At this point I'm not sure what to do, (the lack of values is killing me) I would think putting Ft from the M1 equation into the Ft equation would be a good start, but then everything except mass would cancel wouldn't it? So that doesn't seem right. I feel like I'm going in the right direction and I need to use these equations simultaneously some how but I'm not sure what to do for the next step as I don't see how this is going to get me Ft.

Also I'm starting to think M2 Net force is different
FNET=Ff-Ft (Since the ropes would be moving in opposite directions) and that would also change the equation for M2 to

M2a=µM2a-Ft
Ft=µM2a+M2a

But even if that's right, what would i do with it...?

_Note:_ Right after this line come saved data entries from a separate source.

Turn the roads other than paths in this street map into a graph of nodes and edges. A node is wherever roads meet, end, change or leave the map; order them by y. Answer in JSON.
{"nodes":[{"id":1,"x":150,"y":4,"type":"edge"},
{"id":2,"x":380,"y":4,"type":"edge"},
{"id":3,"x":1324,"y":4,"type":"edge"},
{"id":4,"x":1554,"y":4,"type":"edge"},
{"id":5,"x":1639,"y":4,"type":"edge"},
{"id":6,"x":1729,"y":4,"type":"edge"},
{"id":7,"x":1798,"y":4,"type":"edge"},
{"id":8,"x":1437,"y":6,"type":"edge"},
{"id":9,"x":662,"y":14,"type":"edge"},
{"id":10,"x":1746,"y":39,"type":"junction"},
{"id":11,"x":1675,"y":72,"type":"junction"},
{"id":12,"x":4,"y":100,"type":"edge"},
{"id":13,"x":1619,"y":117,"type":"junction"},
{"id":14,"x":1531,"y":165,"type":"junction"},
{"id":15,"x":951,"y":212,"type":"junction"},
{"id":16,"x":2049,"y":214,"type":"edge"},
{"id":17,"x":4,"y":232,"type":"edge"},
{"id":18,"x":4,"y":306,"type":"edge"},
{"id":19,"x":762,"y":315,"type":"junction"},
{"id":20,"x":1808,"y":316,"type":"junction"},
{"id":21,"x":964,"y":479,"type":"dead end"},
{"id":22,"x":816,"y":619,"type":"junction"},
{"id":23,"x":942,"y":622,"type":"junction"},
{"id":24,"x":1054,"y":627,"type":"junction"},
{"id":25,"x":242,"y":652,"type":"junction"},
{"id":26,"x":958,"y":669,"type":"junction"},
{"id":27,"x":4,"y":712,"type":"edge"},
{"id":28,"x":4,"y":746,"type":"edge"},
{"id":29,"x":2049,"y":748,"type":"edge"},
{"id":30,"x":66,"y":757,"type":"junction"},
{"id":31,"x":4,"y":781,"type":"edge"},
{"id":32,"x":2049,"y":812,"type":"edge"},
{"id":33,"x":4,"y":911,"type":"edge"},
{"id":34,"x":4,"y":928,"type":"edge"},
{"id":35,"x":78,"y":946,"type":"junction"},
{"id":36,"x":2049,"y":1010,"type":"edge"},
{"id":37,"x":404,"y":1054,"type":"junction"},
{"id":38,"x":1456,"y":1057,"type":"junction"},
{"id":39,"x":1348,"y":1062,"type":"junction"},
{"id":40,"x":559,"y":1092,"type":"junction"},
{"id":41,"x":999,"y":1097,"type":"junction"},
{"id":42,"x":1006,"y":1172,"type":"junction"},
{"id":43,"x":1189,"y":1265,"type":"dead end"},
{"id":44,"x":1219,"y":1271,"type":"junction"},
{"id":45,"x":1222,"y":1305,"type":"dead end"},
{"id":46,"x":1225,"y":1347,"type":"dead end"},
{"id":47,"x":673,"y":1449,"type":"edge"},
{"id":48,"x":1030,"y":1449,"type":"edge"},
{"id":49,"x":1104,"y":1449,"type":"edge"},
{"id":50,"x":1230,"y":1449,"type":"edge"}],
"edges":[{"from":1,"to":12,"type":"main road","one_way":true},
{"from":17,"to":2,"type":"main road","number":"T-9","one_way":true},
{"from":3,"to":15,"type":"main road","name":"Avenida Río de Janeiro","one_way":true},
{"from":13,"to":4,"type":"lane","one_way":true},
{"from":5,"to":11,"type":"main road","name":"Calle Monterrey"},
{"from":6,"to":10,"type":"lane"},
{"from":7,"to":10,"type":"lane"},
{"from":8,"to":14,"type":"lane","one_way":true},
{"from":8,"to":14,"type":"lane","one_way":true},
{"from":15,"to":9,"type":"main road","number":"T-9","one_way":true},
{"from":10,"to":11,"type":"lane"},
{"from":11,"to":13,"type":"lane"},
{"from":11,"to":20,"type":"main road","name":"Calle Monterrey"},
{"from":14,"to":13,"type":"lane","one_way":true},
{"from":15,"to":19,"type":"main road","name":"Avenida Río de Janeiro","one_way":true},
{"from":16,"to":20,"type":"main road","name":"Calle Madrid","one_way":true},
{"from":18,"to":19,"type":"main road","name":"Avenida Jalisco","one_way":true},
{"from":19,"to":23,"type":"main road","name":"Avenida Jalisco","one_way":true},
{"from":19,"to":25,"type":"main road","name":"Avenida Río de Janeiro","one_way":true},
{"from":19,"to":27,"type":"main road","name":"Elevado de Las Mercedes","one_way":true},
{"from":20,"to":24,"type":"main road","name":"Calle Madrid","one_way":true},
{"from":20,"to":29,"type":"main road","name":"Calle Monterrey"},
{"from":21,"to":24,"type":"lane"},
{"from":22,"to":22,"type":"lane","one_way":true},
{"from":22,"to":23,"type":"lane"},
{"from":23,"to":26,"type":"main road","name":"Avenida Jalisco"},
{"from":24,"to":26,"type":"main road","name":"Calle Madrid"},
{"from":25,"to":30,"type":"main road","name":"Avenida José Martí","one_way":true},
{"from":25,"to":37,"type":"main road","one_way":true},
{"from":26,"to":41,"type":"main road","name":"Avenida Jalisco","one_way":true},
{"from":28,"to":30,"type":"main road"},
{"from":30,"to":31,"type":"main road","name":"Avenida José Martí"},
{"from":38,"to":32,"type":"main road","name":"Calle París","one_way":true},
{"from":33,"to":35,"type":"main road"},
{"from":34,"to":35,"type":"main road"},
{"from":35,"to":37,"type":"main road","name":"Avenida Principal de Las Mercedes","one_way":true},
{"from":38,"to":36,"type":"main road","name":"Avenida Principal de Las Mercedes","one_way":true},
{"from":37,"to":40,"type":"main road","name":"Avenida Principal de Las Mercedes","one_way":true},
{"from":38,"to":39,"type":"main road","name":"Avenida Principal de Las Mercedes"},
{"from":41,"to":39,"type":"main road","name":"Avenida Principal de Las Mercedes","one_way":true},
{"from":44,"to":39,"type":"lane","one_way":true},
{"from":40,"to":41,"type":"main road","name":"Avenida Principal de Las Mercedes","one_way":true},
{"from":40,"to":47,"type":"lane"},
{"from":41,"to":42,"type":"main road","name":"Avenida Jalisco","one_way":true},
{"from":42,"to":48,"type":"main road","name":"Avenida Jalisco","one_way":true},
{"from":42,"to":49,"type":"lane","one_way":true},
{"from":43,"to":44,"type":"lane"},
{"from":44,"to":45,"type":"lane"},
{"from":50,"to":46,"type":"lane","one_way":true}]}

Any help is appreciated, I'm currently stumped.

Doc Al
Mentor
First I started of by drawing free body diagrams for all of the boxes, Using these(and assuming M1 and M2 are sliding towards the middle) I came up with

M1:
FNET=Ft-Ff
M1a=Ft-µM1a
Ft=M1a+µM1a
OK, but be careful to distinguish the accelerations of each mass--they aren't the same. Call this acceleration a1.

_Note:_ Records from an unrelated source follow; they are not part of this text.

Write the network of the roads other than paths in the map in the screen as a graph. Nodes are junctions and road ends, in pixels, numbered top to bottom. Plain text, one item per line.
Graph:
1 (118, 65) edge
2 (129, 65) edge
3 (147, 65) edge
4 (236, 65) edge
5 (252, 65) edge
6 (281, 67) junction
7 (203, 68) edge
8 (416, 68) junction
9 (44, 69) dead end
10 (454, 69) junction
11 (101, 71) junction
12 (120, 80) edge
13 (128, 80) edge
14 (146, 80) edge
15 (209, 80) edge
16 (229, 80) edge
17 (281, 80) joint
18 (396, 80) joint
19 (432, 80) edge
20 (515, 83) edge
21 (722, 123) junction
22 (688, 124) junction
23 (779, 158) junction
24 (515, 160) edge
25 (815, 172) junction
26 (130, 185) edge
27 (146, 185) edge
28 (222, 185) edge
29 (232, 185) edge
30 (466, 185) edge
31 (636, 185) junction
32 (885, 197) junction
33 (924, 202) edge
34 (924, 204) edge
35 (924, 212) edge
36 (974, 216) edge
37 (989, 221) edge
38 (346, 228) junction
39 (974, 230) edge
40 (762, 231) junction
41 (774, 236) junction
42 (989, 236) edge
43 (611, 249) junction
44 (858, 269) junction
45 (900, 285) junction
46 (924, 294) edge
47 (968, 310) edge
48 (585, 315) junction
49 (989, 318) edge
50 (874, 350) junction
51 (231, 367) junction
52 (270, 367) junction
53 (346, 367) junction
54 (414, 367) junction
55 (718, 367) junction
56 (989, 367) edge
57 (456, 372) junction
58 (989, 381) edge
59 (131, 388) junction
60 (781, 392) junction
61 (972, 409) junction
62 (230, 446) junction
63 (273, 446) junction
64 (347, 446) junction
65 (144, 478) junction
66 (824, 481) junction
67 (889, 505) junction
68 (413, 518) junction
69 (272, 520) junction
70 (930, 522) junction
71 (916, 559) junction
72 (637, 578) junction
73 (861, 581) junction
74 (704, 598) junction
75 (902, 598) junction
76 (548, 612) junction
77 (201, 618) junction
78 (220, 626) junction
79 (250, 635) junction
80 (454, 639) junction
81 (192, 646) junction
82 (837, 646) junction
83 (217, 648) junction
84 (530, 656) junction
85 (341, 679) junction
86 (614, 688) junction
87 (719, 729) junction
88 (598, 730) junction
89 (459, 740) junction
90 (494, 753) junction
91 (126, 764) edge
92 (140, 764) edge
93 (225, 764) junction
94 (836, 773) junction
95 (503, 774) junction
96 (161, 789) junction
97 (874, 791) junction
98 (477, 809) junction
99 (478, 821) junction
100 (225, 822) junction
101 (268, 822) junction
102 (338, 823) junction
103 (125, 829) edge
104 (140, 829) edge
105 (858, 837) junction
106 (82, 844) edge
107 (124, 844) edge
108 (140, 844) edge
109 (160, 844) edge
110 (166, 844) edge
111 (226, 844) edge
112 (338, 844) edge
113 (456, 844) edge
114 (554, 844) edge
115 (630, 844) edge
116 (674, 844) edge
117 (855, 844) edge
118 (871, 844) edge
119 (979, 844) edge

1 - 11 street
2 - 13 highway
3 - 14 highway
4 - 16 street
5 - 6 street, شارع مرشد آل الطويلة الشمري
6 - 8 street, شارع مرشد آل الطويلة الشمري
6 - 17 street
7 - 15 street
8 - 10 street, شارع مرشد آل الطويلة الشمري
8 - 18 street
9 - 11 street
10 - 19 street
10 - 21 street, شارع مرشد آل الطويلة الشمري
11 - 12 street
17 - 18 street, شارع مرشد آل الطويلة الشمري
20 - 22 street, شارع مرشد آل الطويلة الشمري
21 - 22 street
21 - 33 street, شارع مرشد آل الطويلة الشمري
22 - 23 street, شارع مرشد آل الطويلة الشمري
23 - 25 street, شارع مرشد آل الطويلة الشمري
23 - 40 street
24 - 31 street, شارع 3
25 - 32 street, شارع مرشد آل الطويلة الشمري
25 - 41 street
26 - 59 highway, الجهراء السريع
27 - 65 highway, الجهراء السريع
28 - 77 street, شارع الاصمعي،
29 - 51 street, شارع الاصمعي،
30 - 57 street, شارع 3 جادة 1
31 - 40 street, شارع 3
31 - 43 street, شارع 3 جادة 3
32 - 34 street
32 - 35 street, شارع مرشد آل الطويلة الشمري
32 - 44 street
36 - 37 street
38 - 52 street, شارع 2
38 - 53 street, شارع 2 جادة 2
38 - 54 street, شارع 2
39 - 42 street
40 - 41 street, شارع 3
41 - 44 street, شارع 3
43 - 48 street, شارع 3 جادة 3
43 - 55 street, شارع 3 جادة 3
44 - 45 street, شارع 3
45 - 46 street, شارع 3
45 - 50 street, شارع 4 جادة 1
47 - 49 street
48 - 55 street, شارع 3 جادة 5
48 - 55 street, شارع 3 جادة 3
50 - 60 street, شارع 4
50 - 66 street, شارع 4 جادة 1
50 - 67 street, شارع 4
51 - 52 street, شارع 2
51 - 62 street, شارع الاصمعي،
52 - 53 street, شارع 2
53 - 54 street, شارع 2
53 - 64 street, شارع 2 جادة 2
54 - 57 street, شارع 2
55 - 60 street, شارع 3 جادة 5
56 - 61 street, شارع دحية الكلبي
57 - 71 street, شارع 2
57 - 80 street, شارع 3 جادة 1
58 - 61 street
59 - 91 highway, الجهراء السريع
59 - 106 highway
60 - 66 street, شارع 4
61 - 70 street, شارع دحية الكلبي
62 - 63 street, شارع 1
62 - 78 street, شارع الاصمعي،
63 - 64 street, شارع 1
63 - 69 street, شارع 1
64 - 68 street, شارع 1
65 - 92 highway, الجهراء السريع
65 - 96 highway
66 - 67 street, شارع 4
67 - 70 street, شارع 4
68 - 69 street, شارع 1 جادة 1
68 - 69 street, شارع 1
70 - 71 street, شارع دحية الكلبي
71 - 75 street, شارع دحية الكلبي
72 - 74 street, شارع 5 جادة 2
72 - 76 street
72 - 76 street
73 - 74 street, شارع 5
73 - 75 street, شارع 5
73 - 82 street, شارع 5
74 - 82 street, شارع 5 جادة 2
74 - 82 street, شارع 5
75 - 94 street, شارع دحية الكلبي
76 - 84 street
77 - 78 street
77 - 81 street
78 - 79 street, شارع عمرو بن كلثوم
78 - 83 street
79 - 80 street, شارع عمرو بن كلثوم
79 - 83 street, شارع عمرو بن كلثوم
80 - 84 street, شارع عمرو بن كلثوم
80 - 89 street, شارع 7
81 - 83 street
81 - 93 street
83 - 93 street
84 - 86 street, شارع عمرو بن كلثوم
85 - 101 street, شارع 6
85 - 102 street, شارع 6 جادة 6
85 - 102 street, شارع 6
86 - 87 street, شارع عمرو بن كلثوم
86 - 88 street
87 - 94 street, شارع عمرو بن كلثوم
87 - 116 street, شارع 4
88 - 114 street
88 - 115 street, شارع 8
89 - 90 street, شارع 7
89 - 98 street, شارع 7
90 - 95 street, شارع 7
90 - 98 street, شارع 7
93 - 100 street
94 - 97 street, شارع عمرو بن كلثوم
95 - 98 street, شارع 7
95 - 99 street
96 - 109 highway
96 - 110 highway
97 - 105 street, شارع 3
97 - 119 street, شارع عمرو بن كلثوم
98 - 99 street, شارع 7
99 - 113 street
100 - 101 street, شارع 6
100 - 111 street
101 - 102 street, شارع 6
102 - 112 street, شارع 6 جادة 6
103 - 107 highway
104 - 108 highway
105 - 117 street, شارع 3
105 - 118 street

M2 Would then have the same equations except M1 would be M2 because it also has
FNET=Ft-Ff

(I feel like that might be wrong but I'm not sure)
I'm not sure about the signs on all of those either.
OK. Use a2.

Then I have for M3
FNET=Fg-Ft
Consider M3 and the pulley as a single object and apply Newton's 2nd law as before. (Careful with the tension force here.)

Key point: How does the acceleration of M3 relate to a1 and a2? Figure that out.

Hint: Set up these equations correctly and you'll have 3 equations and 3 unknowns. (Treat the masses and μ as knowns.)

(You're on the right track.)

Consider M3 and the pulley as a single object and apply Newton's 2nd law as before. (Careful with the tension force here.)

If they are both treated as the same object then it would have two tensile forces on it correct?

Giving you FNET=M3a3-Ft1-Ft2
and a3=g=9.81m/s^2

Both of the tensile forces will be equal I assume so,
M3a=M3g-(2Ft)

Right?

Doc Al
Mentor
If they are both treated as the same object then it would have two tensile forces on it correct?
Right.

Giving you FNET=M3a3-Ft1-Ft2
and a3=g=9.81m/s^2
Well, I wouldn't use a3 to represent g; a3 is the acceleration of M3.

Both of the tensile forces will be equal I assume so,
M3a=M3g-(2Ft)

Right?
Right.

Also I'm not really sure how to go about this part of it, wouldn't it all be equal?
Play around with it, or figure it out by considering that the length of the rope doesn't change. Example: If M1 moves 1 m to the right and M2 moves 1 m to the left, how far does M3 move down?

I Solved for a3 in the net force equation for M3 and got
a3=9.81-(Ft1-Ft2)/M3
then I substituted the values i got for tension for the first and second box earlier and came up with

a3=9.81m/s^2 - ((M1a1+µM1a1)/M3)-((M2a2+µM2a2)/M3)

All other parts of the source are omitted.